That’s only a fraction of the 10,000 or so Toyota Prius Plug-In Hybrid models that the company will likely sell during 2012. It would appear to indicate that the RAV4 EV is essentially more a “compliance car”—designed to meet California Zero-Emission Vehicle rules—than a product Toyota plans to market and sell aggressively across the country.
“We look forward to seeing how the market responds” to the RAV4 EV, said Bob Carter, Toyota’s group VP and general manager. He predicted that the RAV4 EV would attract “sophisticated early technology adopters, much like the first-generation Prius.”
The 2012 Toyota RAV4 EV has a range estimated at 100 miles—the EPA range rating is more likely to be 70 to 75 miles—and it carries a list price of $49,800 before incentives.

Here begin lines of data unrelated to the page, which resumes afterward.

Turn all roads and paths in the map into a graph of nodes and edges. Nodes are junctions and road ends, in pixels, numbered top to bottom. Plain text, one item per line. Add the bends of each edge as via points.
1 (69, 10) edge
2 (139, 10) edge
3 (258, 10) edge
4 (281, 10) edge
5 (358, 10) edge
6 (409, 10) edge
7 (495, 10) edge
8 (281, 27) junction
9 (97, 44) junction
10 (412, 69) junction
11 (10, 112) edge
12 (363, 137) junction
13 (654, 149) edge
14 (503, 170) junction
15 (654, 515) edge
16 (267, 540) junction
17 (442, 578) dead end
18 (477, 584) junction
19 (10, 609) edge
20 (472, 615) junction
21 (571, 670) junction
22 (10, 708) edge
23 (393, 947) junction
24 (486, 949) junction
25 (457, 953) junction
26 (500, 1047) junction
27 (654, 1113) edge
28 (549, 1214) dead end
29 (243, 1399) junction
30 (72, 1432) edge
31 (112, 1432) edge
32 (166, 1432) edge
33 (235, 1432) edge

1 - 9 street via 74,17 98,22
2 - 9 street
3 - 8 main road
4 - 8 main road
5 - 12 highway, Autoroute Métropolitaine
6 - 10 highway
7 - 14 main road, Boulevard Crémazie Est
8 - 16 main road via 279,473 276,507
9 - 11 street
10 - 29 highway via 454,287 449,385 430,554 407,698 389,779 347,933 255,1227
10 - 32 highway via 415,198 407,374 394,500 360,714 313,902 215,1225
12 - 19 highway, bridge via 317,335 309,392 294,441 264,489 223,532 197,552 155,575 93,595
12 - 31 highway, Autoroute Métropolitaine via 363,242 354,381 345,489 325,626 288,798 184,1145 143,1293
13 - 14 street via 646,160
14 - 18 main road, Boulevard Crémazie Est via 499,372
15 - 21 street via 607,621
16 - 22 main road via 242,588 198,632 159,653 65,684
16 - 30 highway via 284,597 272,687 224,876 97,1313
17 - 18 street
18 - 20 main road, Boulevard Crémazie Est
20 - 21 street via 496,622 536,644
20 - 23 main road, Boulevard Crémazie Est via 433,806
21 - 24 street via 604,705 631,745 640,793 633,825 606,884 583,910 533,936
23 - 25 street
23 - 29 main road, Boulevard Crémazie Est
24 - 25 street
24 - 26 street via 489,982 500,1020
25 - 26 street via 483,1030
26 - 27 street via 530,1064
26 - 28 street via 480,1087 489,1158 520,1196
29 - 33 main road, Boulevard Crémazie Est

Toyota says the performance and handling of the electric RAV4 matches that of the most powerful gasoline RAV4 model, fitted with a V-6 engine. In Normal mode, it takes 8.6 seconds to accelerate from 0 to 60 mph, and top speed is limited to 85 mph.
In Sport mode, however, the 0-to-60-mph time is cut to 7.0 seconds, and top speed rises to 100 mph. With the battery pack mounted centrally and low in the floorpan, the RAV4 EV should be fun to drive—something that certainly can’t said of every crossover utility. The blue dash display turns red when the driver selects Sport mode.
Following a 2010 meeting between new Toyota CEO Akio Toyoda and Tesla Motors CEO Elon Musk, the RAV4 EV was announced in July 2010. Toyota showed an early prototype at the Los Angeles Auto Show that November, and first drives of refined prototypes came in April 2011.
Tesla provides the lithium-ion battery pack, power electronics, and the electric motor that powers the front wheels, with a rated peak power of 115 kilowatts (154 hp). The battery warranty is 8 years or 100,000 miles.
Many modifications unique to the electric model have been made to the base vehicle. Toyota claims that the RAV4 EV is the world’s most aerodynamic SUV, quoting a drag coefficient of 0.30.
Compared to gasoline versions, the new model has a modified front bumper, grille and surround, as well as changes to the side mirrors and rear spoiler, and underbody shields and changes to smooth airflow under the vehicle.
The RAV4 EV comes as a high-end model in the RAV4 range. Both front seats--including the six-way adjustable driver’s seat—incorporate heaters. A central 8-inch capacitive touchscreen display shows EV operating data as well as telematics and infotainment. Low beams and daytime running lights are LED, with projector high beams.
Toyota will offer three colors: Blizzard Pearl White, Shoreline Blue Pearl, and Classic Silver Metallic. Seat inserts and door trim are made of a blue-tinted “Neutron” fabric. Cargo space is 73 cubic feet, the same as the standard RAV4.
The RAV4 EV comes with a standard 120-Volt charging cable, although Toyota is working with Leviton to provide 240-Volt home charging stations for owners. One option is a 40-amp, 9.6-kilowatt station that will provide a charging time of roughly 6 hours. The vehicle’s onboard Tesla charger can operate up to 10 kilowatts. The charging port is a standard J-1772 socket.
The electric RAV4 will initially be offered for sale late this summer in four California regional markets: San Diego, Los Angeles/Orange County, Sacramento, and the San Francisco Bay Area. It will go into production at Toyota’s RAV4 plant in Woodstock, Ontario, within weeks.
The unveiling took place on the exposition floor of the 26th annual Electric Vehicle Symposium, held this week in the Los Angeles Convention Center.